As we close out Q1 in 2016, what does the client-side threat landscape look like? Where is the industry headed? How are criminals changing? In this post, I want to take some time to reflect and summarize some thoughts that I’ve had over the last few months.
Cyber security has evolved
From RiskIQ’s vantage point, many of the threats and vulnerabilities that plagued us 10 years ago now have clear and straightforward solutions. Cyber security solutions that were once considered bespoke and very sophisticated in 2006 are now commoditized and commercialized. Nearly every day, a new product or technology is introduced that solves complicated problems that once plagued information security departments.
The client attack surface is rapidly being reduced
In fact, systems like DEP and ASLR are so effective that they have rendered entire classes of exploits and vulnerabilities obsolete. Software packages have filled the void to provide things like application sandboxing, application firewalls, and other interesting cyber security technologies. While many of these concepts are not new, the commonality of these inside large corporations is.
Cybercriminals change tactics
Much like a living entity, threats change, evolve, and, most importantly, respond to stimuli. Reducing the effectiveness of one technique or tactic tends to result in a threat responding by evolving to increase its ability to infect users or generate money. Ironically, as threats become more complicated and countermeasures become more efficient, threat actors seem to resort to simpler techniques.
What’s old is new
What I find most interesting is the resurgence of what some might consider obsolete—or at least basic—tactics, such as phishing or scareware campaigns. As malware and client-side exploits become more difficult to use effectively, authors do the same cost/benefit calculations that network defenders make. Often, lower tech tactics can prevail as the easiest and most cost-effective solution.

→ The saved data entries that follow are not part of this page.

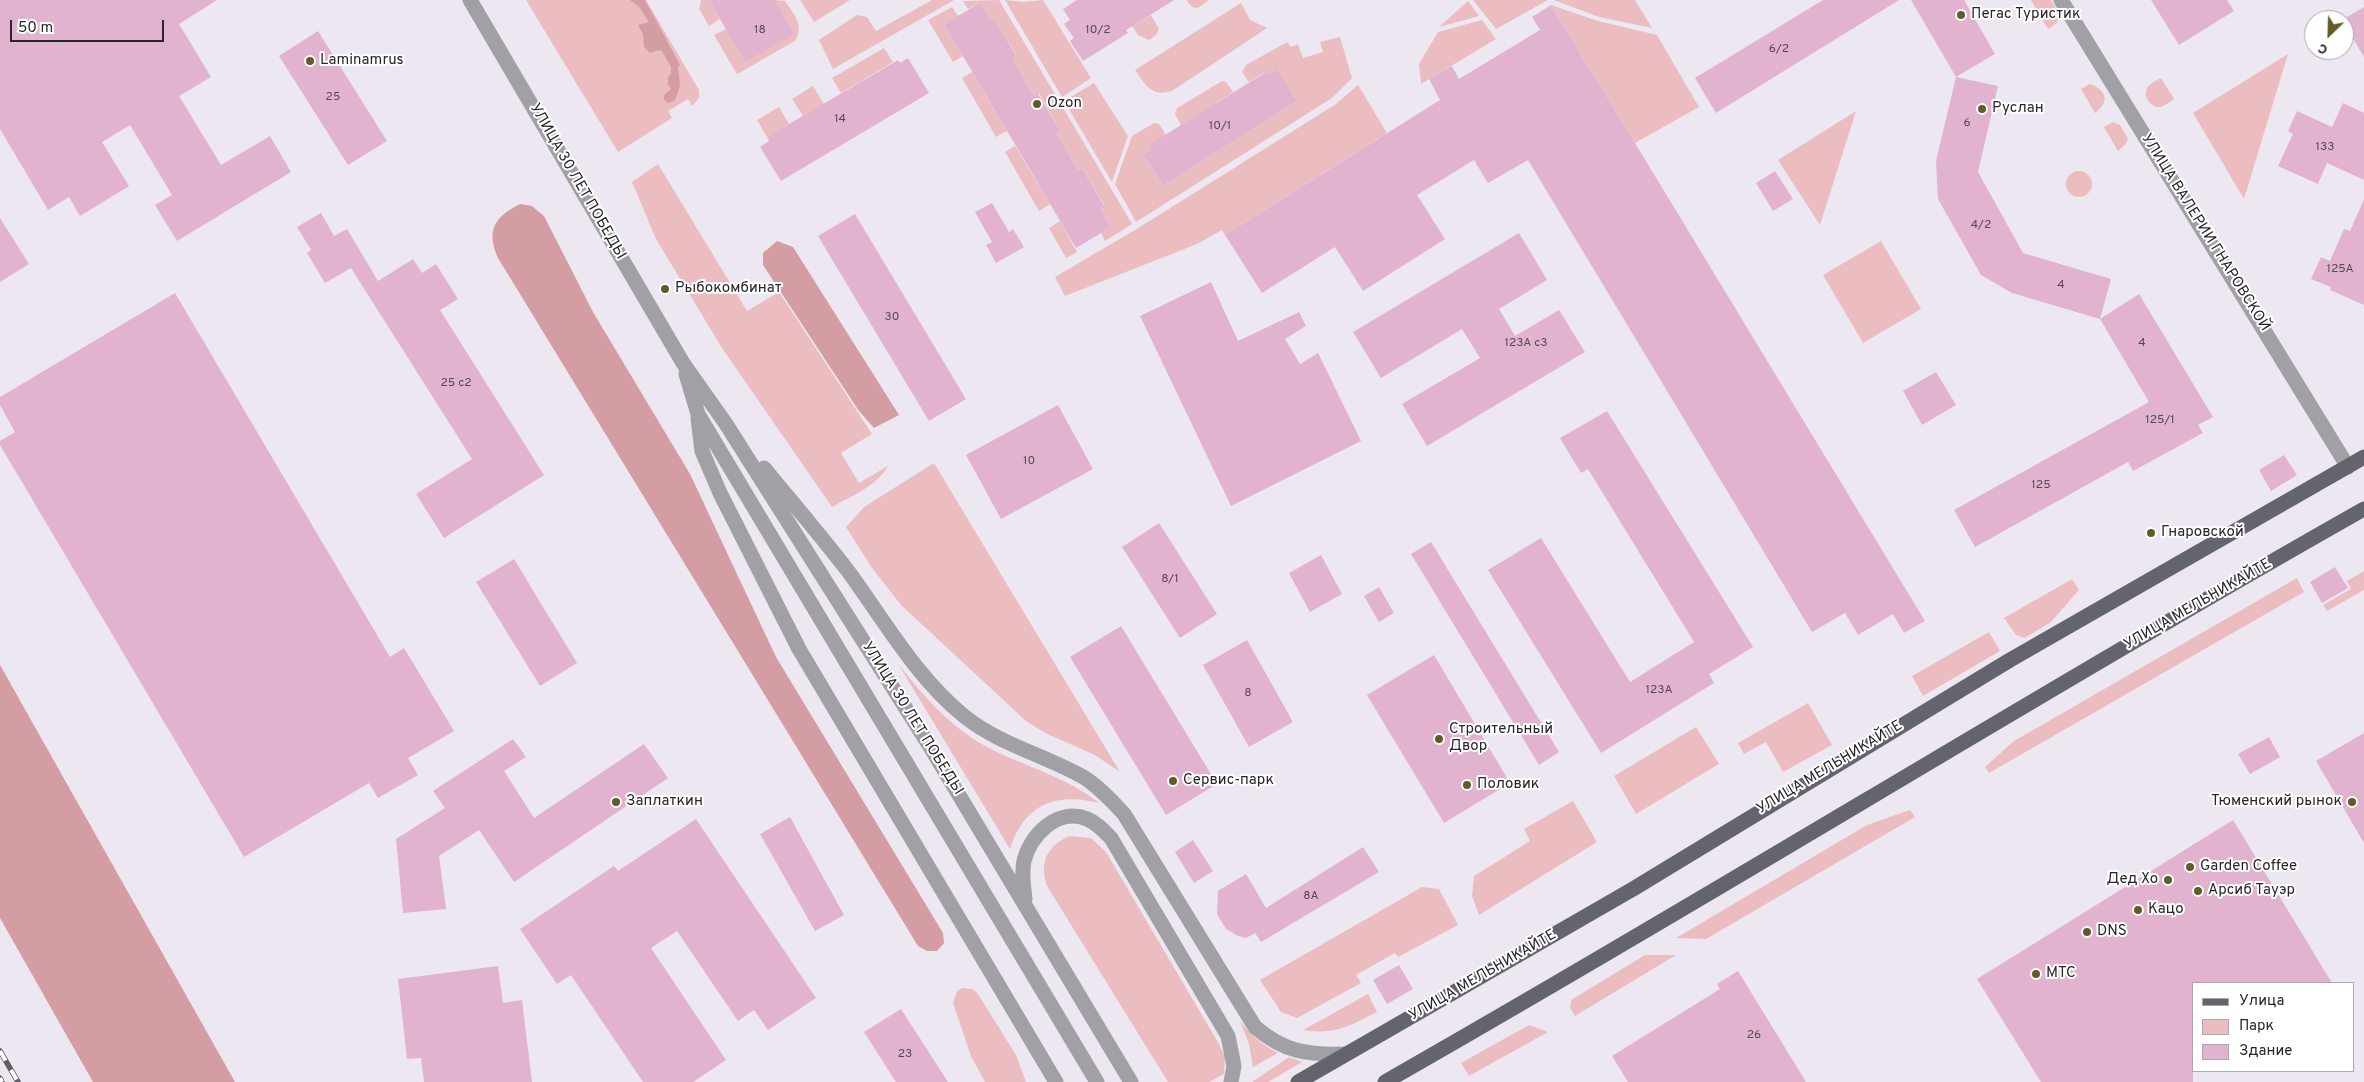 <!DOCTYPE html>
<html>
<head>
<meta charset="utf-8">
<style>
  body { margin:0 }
  #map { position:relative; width:2364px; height:1082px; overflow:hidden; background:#ede7f2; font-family:Overpass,sans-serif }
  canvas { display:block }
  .legend { position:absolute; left:2192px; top:982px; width:162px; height:90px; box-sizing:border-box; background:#fff; border:1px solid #a9a8aa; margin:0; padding:6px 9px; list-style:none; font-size:15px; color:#28262a }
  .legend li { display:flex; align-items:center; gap:10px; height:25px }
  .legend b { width:25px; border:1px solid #a9a8aa }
  .north { position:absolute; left:2304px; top:10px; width:50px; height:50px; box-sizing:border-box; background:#fff; border:1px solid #a9a8aa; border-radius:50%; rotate:204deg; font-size:14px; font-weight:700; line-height:20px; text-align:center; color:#28262a }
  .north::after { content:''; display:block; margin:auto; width:18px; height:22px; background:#615b27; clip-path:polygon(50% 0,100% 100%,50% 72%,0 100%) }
  .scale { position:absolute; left:10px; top:20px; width:154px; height:22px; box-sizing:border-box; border:2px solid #28262a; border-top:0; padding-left:6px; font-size:15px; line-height:18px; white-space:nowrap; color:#28262a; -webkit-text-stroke:4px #fff; paint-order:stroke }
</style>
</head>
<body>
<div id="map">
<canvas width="2364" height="1082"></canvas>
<ul class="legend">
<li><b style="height:6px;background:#63646d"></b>Улица</li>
<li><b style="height:14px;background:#ebbdc1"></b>Парк</li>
<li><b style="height:14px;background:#e2b3cf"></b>Здание</li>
</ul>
<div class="north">С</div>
<div class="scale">50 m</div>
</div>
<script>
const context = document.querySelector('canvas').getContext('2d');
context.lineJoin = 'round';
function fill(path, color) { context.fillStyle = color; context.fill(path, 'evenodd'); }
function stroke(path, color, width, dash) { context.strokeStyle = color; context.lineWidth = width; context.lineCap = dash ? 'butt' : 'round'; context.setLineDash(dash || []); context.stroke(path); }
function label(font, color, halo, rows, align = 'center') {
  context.font = font + ' Overpass,sans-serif'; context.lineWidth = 4; context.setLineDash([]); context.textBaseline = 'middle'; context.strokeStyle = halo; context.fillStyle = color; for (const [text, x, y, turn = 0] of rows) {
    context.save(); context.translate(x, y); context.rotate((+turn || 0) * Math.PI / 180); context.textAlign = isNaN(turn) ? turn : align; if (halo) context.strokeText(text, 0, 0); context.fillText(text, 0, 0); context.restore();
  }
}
const green = new Path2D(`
  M526,0H646L699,90V98L692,106L688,99L668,111L672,118L618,152Z
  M701,0H709L720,19L709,26L699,9Z
  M774,0L785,1C793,13 805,26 795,41L737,74L714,35L726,29L745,62Z
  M800,0H850L814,22Z
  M932,0H954L833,69L819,40L857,15L867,17L876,31Z
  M999,0L1132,224L1105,241L1101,233L1111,227L1100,208L1104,205L1082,168L1078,170L1056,133L1060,130L1039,94L1034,96L1012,58L1016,55L995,19L991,21L980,3L968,9L963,1Z
  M1005,0L1023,2L1043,0L1091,78L1062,97Z
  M1186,0H1209L1198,8L1192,7Z
  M1473,0H1548L1496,29Z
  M1554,0H1635L1652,28L1599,17Z
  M2031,0H2051L2059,13L2057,23L2048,29Z
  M1468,1L1479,16L1439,27Z
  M1241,3L1250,20L1267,28L1172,91C1152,97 1146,86 1135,70Z
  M1551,5L1598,21L1657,35L1699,107L1635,143Z
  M952,7L958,16L944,24L963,56L953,62L928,20Z
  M1151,15L1159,29L1156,35L1149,40L1138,35L1132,26Z
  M1482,20L1496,39L1421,84L1419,64L1438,32Z
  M1340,37L1352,78L1332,98L1136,222L1115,184L1132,136L1154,123L1159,124L1166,135L1149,145L1151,149L1143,154L1163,186L1297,101L1277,69L1268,75L1265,72L1249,82L1242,72L1246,65L1287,42L1291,47L1298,44L1303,58L1323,52L1320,42Z
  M884,48L893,62L841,93L832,78Z
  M2288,54L2244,199L2193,113Z
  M972,72L1007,131L996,137L962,78Z
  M2161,78L2174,99C2170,102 2165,106 2160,107C2150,108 2142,95 2148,87C2150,83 2157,80 2161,78Z
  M1222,81L1226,82L1233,92L1216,103L1202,117L1199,114L1181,125L1175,114L1177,108Z
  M1094,83L1128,136L1112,182L1064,101Z
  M2090,84C2107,90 2110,102 2095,113L2081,89Z
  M1358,85L1387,133L1225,235L1222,230L1197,244L1065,296L1055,277L1140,227L1336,104Z
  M813,86L824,104L803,116L792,99Z
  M779,107L789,124L767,137L757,120Z
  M1856,111L1820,225L1778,160Z
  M2113,122L2120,125L2128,139L2125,145L2118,151L2104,127Z
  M1015,146L1050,204L1039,211L1005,152Z
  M658,164L747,311L779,292L872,434L841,453L859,483L888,466C877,486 851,496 832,507L722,348L656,239L632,182Z
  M2066 184a13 13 0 1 1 26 0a13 13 0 1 1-26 0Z
  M1060,221L1077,252L1066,258L1049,228Z
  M1881,241L1921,309L1863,343L1823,275Z
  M934,463L1120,772L1095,755L1045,733L1026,721L901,605L872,568L846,527L864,507Z
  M2364,571V590L2327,611L2323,605L2351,589L2347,581Z
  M2297,578L2304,592L1989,773L1985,767L2014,741Z
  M2072,579L2079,590L2051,622L2025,638L2016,635L2004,618Z
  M1989,632L2000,651L1923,696L1912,676Z
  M897,662C922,695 951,728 989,748C1026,767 1067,777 1099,803C1056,792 1024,804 1010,849Z
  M1808,703L1832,745L1783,772L1766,742L1744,754L1738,743Z
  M1696,727L1719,764L1636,814L1614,776Z
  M1573,801L1597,842L1479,915L1472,896L1474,876L1530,841L1524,829Z
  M1910,810L1915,817L1706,939L1676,938L1867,825Z
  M1070,836L1091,838L1106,852L1219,1044L1225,1057L1224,1074L1209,1082H1168L1047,886C1039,863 1047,845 1070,836Z
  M1422,887L1439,889L1458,925L1398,957L1395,953L1356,975L1361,983L1297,1018L1281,1012L1260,980Z
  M1645,955H1676L1575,1016L1570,1008L1571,1000Z
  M962,988L973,989L978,994L1016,1055L1026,1082H985L971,1056L953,1003L957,991Z
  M1368,994L1377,1012C1350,1026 1335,1035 1303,1030Z
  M1240,1021C1251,1035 1262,1045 1278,1053L1253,1067L1249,1044Z
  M1529,1025L1548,1032L1469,1076L1461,1063Z
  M1289,1057L1302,1062L1268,1082H1252Z`);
const forest = new Path2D(`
  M630,0H645L680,65L678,67L680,86L675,100L668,103L664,100V95L671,89L668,85V77L671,74V67L661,50L650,53L644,47L643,34L638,25L649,22L639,7Z
  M520,204L532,206L544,216L593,312L690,474L776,657L943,933L944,943L937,951H927L918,946L498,258C486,231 494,217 520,204Z
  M777,241L793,247L899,415L874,428L859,411L763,265V253Z
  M0,665L235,1082H93L0,918Z`);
const building = new Path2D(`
  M0,0H217L179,24L211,77L179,96L221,165L270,136L291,172L177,241L155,205L172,195L130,125L102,142L129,186L80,216L69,197L48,210L0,129Z
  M709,0H774L794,34L745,62Z
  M1077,0H1174L1126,30L1128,33L1083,61L1070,41L1074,38L1064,24L1070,20L1063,9Z
  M1823,0H1899L1716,113L1695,78Z
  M1911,0H1964L1995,54L1956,77Z
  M2151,0H2227L2234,11L2179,45Z
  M980,3L991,21L995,19L1016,56L1012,58L1034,96L1038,94L1060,130L1056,133L1078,170L1082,168L1104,206L1100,208L1111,227L1076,248L944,24Z
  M1551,5L1635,143L1925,621L1904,633L1893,614L1858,635L1845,613L1812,632L1528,160L1488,183L1474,160L1417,195L1445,239L1363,291L1335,247L1262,293L1225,235L1440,100L1429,79L1452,66L1459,79L1540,30L1532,17Z
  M2364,7V57L2342,20Z
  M318,31L387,141L348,165L279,56Z
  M908,58L929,93L781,181L760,147L769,141L767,137L898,60L900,63Z
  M1277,69L1297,101L1163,186L1143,154L1151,149L1149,145L1266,72L1268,75Z
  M1956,77L1998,86L1978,172L2023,253L2111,279L2100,319L2012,293L1981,275L1938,199L1936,161Z
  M2343,103L2364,113V180L2327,163L2318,184L2278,166L2293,134L2288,131L2297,111L2332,127Z
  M1775,171L1793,199L1773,211L1756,183Z
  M2364,199V305L2330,290L2331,287L2311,279L2321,257L2330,261L2344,229L2350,231Z
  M992,203L1009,232L1013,229L1024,247L996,263L986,245L992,242L975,212Z
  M321,213L334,236L347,229L378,281L413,259L422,273L436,264L458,299L440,310L544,475L444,538L416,494L472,459L351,268L325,283L307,253L311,250L297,227Z
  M855,214L966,399L929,421L818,236Z
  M0,218L29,264L0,282Z
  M1519,233L1547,280L1499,309L1515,336L1559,310L1585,352L1427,446L1402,404L1480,358L1462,329L1381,378L1353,332Z
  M1211,282L1238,341L1299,312L1306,326L1285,339L1300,364L1318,353L1361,441L1231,506L1140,316Z
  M175,293L390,657L404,648L454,731L408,758L418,775L378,798L369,783L244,857L0,445V441L15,432L0,405V397Z
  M2139,294L2213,417L2198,425L2203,433L2133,471L2128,462L1975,547L1954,510L2149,402L2100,319Z
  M1936,372L1956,405L1922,425L1903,391Z
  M1058,405L1093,469L1001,519L966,455Z
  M1607,411L1753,647L1709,674L1714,683L1601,753L1488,570L1541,538L1630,682L1694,642L1588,469L1581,473L1560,438Z
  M2284,455L2297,475L2271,491L2259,470Z
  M1159,523L1217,614L1180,638L1122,547Z
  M1431,542L1559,752L1539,765L1411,554Z
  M1321,555L1342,594L1310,612L1289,573Z
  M514,559L577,663L540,686L476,582Z
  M2335,567L2348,588L2322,603L2310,582Z
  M1379,587L1394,613L1379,622L1364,596Z
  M1121,626L1217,784L1166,815L1070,657Z
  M1247,640L1293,722L1249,747L1203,665Z
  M1434,655L1510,783L1444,823L1367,695Z
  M2364,733V843L2316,761Z
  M2269,737L2280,757L2250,774L2238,754Z
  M513,739L526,757L504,771L534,818L644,744L668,778L514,882L479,830L439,856L446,909L403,913L396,839L445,808L433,791Z
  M790,817L844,915L815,931L760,834Z
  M696,819L816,998L768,1030L754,1010L738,1021L677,931L651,948L726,1060L693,1082H643L571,975L557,984L520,929L614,866L618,871Z
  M2233,820L2332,983H2193V1082H2041L1977,979Z
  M1193,840L1213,871L1194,883L1175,852Z
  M1363,847L1379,872L1261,942L1255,933L1246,938L1238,936L1226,929L1217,914L1218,891L1246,874L1266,908Z
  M1399,965L1413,989L1387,1004L1373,980Z
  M498,966L503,1003L522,1000L532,1082H424L421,1058L407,1059L398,979Z
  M1738,971L1806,1082H1628L1612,1056L1720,989L1717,984Z
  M901,1009L948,1082H896L864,1032Z`);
const minor = new Path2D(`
  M470,0L683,363L726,424L929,745L1131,1082
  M2061,0L2348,467
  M686,374L698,414L1097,1082
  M698,418L702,451L720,493L799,649L1056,1082
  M764,468C792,502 821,536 848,571C884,620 916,677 964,716C1000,745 1045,755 1085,778C1100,788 1112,801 1124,814L1255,1027C1284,1052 1308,1055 1344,1054
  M1025,900C1024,887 1021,874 1024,861C1030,835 1058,807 1087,819C1097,823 1103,830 1111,838L1228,1036L1234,1066L1231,1082`);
const major = new Path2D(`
  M1298,1082L1633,889L2010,660L2364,457
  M1385,1082C1714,895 2035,695 2364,509`);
const rail = new Path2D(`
  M0,1051L18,1082
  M0,1078L2,1082`);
const markers = [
  [1961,15,5,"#615b27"],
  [310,61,5,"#615b27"],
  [1037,104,5,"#615b27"],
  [1982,109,5,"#615b27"],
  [665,289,5,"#615b27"],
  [2151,533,5,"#615b27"],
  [1439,739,5,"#615b27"],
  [1173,781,5,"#615b27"],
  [1467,785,5,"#615b27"],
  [616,802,5,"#615b27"],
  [2352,802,5,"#615b27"],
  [2190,867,5,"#615b27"],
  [2168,880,5,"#615b27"],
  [2198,891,5,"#615b27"],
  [2138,910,5,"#615b27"],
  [2087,932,5,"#615b27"],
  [2036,974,5,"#615b27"]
];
const numberNames = [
  ["18",760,31],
  ["10/2",1098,31],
  ["6/2",1779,50],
  ["25",333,98],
  ["14",840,120],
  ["6",1967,124],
  ["10/1",1220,127],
  ["133",2325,148],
  ["4/2",1981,226],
  ["125А",2340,270],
  ["4",2061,286],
  ["30",892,318],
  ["123А с3",1526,344],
  ["4",2142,344],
  ["25 с2",456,384],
  ["125/1",2160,421],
  ["10",1029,462],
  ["125",2041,486],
  ["8/1",1170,580],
  ["123А",1659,691],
  ["8",1248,694],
  ["8А",1311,897],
  ["26",1754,1036],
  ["23",905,1055]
];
const poiNames = [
  ["Пегас Туристик",1971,15],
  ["Laminamrus",320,61],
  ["Ozon",1047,104],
  ["Руслан",1992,109],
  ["Рыбокомбинат",675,289],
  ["Гнаровской",2161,533],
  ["Строительный",1449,730],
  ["Двор",1449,747],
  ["Сервис-парк",1183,781],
  ["Половик",1477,785],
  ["Заплаткин",626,802],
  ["Тюменский рынок",2342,802,"right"],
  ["Garden Coffee",2200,867],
  ["Дед Хо",2158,880,"right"],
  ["Арсиб Тауэр",2208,891],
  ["Кацо",2148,910],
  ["DNS",2097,932],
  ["МТС",2046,974]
];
const streetNames = [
  ["УЛИЦА 30 ЛЕТ ПОБЕДЫ",577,182,60],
  ["УЛИЦА ВАЛЕРИИ ГНАРОВСКОЙ",2205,233,58],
  ["УЛИЦА МЕЛЬНИКАЙТЕ",2198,605,-30],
  ["УЛИЦА 30 ЛЕТ ПОБЕДЫ",912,719,58],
  ["УЛИЦА МЕЛЬНИКАЙТЕ",1830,768,-31],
  ["УЛИЦА МЕЛЬНИКАЙТЕ",1483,976,-30]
];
fill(green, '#ebbdc1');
fill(forest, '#d49da3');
fill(building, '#e2b3cf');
stroke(minor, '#a0a0a5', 15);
stroke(major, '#63646d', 15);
stroke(rail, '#635f66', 5.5);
stroke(rail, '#fff', 4, [11]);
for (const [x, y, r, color] of markers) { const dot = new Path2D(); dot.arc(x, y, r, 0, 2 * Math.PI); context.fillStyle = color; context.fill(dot); stroke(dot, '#fff', 2); }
label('12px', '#564953', null, numberNames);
label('15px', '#28262a', '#fff', poiNames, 'left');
label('15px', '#28262a', '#fff', streetNames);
</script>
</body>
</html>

For example, as users become more tech-savvy, threat actors simply update the tactics they use to trick them. A perfect example is exploiting the common notion that users should install antivirus. Malware authors quickly came up with the tactic to create fake antivirus software, which they use as a lure to install malware and adware. We also saw this technique shift towards Acrobat and Flash after the cyber security industry made it well-known that users should patch their systems.
IT is slow to respond
Now to our next point, which is rather concerning: While the industry may have a solution for most of the tactics threat actors use to plague users, often, that solution isn't very straightforward. Many systems have a three to six-year support cycle, so while the latest and greatest operating system or whiz-bang tool might solve the problem, there is the issue of implementing it. Promptly getting up to speed with these new technologies is precisely what large-scale companies have struggled with—and while these organizations gain their bearings, threat actors evolve, changing the entire threat landscape with them.
Low tech is the future
As we have illustrated, often the simplest ways can be the most effective and many of the bad actors have moved towards social engineering techniques or have had to great lengths to come up with effective malware.